State ex rel. Eckstein v. Midwest Pride IV, Inc., No. CA97-03-007

CourtUnited States Court of Appeals (Ohio)
Writing for the CourtWALSH.
Citation128 Ohio App.3d 1,713 NE 2d 1055
Decision Date06 April 1998
Docket Number No. CA97-03-007, No. CA97-04-011.
PartiesThe STATE ex rel. ECKSTEIN, Appellee, v. MIDWEST PRIDE IV et al., Appellants.

128 Ohio App.3d 1
713 NE 2d 1055

The STATE ex rel. ECKSTEIN, Appellee,
v.
MIDWEST PRIDE IV et al., Appellants.1

Nos. CA97-03-007 and CA97-04-011.

Court of Appeals of Ohio, Twelfth District, Fayette County.

Decided April 6, 1998.


128 Ohio App.3d 5
Steven H. Eckstein, Fayette County Prosecuting Attorney, and James B. Grandey, Assistant Prosecuting Attorney, for appellee

Berkman, Gordon, Murray & Devan, J. Michael Murray and Jeremy A. Rosenbaum, for appellants.

128 Ohio App.3d 2
128 Ohio App.3d 3

128 Ohio App.3d 4
WALSH, Judge

Appellants, Geri Riley, as executor for the estate of Frank E. Findo, and Michele Moran ("owners"), are owners of real property in Washington Court House, Fayette County, Ohio in which defendant-appellant, Midwest Pride IV, Inc. ("Midwest"), operates an adult video store called the Lion's Den Adult Bookstore ("Lion's Den"). In June 1994, the Fayette County Prosecutor, Steven H. Eckstein, allegedly sent Midwest a letter in which, according to Midwest, he "threatened to pursue criminal and/or civil proceedings against [Midwest] for pandering obscenity if [Midwest] continued to rent certain unidentified videotapes containing any sexual depictions * * *." 2

On December 14, 1995, an investigator from the Fayette County Sheriff's Office purchased three videotapes from the Lion's Den. On December 20, 1995, prosecutor Eckstein filed a civil nuisance action, asserting that the three videotapes were obscene and that their sale constituted a "repeated violation" of R.C. 2907.32, which prohibits the pandering of obscenities.3 The prosecutor sought to have the tapes declared obscene, to enjoin the Lion's Den from showing, renting, or selling those tapes or any similar tapes, and to permanently close the Lion's Den on the grounds that it constituted a nuisance. Midwest moved to dismiss the complaint for failure to state a claim upon which relief can be granted. The

128 Ohio App.3d 6
Fayette County Court of Common Pleas denied the motion to dismiss. In July 1996, Midwest answered the complaint and filed a counterclaim pursuant to Sections 1983 and 1988, Title 42, U.S. Code and R.C. Chapter 2721. Midwest also moved to seat an advisory jury. On the state's motion, Midwest's counterclaim was dismissed. Midwest's motion for an advisory jury was also denied. In accordance with the nuisance abatement statute, the owners applied for release from an anticipated closure order

A trial was held before the court on February 11, 1997. A separate hearing on the application for release from closure took place on March 6, 1997. In the judgment entry, the trial judge found that the three tapes were obscene under Ohio law, that Midwest had been convicted previously of pandering obscenity under R.C. 2907.32 at the same location, and that together these actions were "repeated violations" which constitute a nuisance subject to abatement. The judge ordered Midwest to abate the nuisance, perpetually enjoined Midwest from disseminating the three tapes, ordered the premises closed for one year, taxed Midwest $300, and denied the owners' request for release from the closure order.

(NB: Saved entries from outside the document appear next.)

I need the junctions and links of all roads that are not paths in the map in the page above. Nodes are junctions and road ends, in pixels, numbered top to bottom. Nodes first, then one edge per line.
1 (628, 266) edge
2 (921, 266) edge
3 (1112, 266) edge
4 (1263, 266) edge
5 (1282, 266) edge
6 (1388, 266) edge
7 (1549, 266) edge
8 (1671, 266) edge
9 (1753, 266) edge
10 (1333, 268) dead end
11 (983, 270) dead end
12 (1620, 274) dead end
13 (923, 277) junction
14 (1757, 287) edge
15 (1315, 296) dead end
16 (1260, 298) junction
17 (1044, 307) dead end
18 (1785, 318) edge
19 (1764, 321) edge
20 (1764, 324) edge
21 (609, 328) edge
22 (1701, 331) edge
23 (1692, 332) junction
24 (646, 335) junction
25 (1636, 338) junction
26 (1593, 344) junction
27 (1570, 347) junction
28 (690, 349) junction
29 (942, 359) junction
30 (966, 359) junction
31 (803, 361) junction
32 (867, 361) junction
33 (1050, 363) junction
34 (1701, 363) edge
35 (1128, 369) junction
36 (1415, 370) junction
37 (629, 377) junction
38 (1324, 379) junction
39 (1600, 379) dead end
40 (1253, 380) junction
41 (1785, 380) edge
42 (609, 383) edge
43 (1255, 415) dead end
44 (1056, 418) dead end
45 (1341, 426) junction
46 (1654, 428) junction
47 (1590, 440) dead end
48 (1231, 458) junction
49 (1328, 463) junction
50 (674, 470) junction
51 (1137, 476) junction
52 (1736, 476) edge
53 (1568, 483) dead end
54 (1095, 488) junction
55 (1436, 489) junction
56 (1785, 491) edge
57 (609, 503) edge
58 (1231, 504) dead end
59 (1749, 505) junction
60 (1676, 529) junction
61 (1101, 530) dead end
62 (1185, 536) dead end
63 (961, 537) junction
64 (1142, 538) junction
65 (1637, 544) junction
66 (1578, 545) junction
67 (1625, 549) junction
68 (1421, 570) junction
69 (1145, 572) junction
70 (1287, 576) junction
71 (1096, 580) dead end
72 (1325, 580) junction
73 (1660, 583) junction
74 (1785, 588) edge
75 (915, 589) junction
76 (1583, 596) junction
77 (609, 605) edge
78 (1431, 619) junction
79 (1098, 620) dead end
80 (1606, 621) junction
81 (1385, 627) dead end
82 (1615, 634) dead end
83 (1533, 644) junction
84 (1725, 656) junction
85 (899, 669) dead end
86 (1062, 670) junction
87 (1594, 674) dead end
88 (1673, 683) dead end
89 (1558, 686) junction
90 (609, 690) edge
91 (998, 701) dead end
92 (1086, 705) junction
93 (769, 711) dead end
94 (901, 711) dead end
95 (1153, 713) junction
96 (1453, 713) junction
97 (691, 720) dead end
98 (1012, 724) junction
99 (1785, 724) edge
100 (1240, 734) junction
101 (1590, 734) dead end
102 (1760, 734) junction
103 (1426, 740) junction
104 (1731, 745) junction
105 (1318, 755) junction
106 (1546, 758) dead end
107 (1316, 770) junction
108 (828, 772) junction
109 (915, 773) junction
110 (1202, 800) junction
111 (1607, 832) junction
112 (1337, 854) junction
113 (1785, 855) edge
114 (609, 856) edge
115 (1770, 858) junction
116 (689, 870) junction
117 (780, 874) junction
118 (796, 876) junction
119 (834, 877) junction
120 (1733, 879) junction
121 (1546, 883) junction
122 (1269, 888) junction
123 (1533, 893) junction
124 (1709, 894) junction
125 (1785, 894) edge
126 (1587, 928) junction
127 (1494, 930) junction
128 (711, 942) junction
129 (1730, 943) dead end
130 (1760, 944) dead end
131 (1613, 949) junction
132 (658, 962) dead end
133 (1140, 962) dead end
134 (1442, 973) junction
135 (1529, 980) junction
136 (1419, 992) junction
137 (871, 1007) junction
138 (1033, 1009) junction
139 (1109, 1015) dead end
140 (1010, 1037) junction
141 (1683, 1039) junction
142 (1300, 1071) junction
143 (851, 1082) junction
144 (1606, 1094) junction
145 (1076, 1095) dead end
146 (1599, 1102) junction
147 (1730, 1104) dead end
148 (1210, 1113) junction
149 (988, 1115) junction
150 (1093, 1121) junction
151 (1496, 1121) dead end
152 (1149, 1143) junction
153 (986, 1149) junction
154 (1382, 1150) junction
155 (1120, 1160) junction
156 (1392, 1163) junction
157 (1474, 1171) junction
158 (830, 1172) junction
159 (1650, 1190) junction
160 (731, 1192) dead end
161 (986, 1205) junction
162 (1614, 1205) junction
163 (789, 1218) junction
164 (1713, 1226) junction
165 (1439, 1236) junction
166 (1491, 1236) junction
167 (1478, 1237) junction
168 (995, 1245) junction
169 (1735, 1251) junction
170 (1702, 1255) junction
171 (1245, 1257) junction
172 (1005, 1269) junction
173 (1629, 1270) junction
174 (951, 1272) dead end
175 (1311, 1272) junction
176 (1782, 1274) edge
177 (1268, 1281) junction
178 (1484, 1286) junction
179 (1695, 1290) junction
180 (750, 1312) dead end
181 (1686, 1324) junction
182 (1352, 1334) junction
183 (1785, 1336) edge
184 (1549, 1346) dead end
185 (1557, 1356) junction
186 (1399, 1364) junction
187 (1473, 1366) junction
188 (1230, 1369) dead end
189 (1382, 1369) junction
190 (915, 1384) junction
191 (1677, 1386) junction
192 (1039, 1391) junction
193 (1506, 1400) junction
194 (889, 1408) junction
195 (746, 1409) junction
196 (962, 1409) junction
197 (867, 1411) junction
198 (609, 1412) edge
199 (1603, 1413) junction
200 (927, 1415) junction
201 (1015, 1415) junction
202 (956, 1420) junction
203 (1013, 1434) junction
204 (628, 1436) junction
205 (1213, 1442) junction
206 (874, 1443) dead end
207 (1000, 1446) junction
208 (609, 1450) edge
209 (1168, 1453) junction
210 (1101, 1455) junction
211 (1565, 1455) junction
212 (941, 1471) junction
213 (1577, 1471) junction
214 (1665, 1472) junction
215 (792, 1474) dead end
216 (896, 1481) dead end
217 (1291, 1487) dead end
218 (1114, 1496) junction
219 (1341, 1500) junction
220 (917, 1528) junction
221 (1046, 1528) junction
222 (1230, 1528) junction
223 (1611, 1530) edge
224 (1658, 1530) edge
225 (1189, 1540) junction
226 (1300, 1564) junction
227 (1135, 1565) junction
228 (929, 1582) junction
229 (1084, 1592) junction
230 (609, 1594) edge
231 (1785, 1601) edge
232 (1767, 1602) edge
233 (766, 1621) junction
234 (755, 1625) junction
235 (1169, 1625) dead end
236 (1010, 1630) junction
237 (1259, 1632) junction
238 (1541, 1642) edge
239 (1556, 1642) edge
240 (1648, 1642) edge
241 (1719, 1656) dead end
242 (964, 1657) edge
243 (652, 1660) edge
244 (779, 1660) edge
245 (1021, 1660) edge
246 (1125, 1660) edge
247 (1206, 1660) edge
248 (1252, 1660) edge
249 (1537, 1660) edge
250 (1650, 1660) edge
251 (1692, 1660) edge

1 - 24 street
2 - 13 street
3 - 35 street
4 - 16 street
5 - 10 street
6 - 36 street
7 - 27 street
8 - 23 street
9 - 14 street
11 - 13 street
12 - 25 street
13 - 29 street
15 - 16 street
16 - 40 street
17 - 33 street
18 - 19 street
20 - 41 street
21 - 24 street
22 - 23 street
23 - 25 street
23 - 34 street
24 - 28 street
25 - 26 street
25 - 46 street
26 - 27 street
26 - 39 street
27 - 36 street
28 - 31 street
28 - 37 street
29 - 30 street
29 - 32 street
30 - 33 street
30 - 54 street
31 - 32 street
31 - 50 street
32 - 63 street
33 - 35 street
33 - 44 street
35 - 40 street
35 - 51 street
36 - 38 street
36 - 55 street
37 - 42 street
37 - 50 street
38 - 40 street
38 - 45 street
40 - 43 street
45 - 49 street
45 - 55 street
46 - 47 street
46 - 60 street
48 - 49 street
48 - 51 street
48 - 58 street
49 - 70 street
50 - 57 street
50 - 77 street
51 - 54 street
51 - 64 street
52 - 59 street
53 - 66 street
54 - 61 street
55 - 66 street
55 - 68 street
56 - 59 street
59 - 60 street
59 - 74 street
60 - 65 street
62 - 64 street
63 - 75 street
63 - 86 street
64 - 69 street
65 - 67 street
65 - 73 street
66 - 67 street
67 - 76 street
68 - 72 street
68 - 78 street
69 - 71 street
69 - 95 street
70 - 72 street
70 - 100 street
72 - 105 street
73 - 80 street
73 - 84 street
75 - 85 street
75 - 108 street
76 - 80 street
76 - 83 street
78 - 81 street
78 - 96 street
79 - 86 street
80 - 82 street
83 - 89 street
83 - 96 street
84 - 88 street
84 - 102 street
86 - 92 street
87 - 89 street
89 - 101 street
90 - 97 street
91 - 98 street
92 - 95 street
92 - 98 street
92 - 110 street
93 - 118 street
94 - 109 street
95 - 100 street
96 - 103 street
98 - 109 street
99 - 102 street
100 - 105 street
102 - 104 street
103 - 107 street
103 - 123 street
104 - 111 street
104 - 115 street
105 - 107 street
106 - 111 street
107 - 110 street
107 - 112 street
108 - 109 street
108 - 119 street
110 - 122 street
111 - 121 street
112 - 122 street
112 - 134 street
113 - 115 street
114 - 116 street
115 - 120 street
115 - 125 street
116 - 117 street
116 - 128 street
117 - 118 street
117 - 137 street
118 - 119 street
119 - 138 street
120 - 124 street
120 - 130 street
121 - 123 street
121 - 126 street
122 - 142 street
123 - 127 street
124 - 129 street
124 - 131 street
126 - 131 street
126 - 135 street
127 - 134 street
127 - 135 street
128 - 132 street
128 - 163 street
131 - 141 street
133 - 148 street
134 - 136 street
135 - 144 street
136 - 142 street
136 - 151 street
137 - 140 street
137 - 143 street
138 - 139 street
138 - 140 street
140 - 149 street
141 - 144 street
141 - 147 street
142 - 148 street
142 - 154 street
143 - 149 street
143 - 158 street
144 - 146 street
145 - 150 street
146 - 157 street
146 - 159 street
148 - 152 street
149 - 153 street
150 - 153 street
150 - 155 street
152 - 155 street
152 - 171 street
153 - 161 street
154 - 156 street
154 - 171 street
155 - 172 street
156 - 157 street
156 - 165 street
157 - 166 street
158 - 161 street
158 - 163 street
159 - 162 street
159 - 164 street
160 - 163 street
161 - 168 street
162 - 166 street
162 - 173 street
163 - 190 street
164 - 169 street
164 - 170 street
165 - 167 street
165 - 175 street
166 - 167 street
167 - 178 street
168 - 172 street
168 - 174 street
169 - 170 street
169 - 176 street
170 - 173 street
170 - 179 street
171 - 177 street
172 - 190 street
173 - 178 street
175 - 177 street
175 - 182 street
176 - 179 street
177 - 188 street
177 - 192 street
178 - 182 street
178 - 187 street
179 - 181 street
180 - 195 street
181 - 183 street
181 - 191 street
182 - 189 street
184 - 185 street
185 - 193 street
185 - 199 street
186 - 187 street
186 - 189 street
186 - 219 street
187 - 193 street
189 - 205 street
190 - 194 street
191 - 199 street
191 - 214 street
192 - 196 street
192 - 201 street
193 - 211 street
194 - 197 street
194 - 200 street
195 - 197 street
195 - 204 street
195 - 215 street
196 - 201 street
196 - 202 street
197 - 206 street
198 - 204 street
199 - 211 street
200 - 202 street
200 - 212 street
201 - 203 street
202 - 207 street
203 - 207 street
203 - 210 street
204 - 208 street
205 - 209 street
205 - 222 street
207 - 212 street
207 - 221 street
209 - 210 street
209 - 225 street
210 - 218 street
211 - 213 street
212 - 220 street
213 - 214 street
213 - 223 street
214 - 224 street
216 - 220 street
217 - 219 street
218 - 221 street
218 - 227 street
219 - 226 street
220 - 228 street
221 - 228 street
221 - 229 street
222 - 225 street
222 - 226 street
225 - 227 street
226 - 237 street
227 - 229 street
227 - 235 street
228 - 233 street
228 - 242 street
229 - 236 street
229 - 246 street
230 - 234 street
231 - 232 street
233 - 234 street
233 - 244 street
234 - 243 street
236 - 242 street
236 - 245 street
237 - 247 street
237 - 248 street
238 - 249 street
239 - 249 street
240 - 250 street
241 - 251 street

The owners appealed the portion of the trial court's judgment entry denying their application for release from closure and closing the premises for one year. The owners also moved to stay closure of the premises pending the outcome of this appeal. This court granted the motion to stay on March 13, 1997. Midwest also filed a notice of appeal. The two appeals were consolidated in April 1997. Together, appellants present six assignments of error for review.

I. The Application for Release from Closure

In their first and second assignments of error, appellants complain that the trial court erred in denying their application for release from the closure order. Appellants contend that the trial court denied their application on improper grounds, i.e., because the court was "not satisfied with the good faith of the owners." Appellants also assert that the closure order imposes an unconstitutional prior restraint in violation of the First Amendment to the United States Constitution.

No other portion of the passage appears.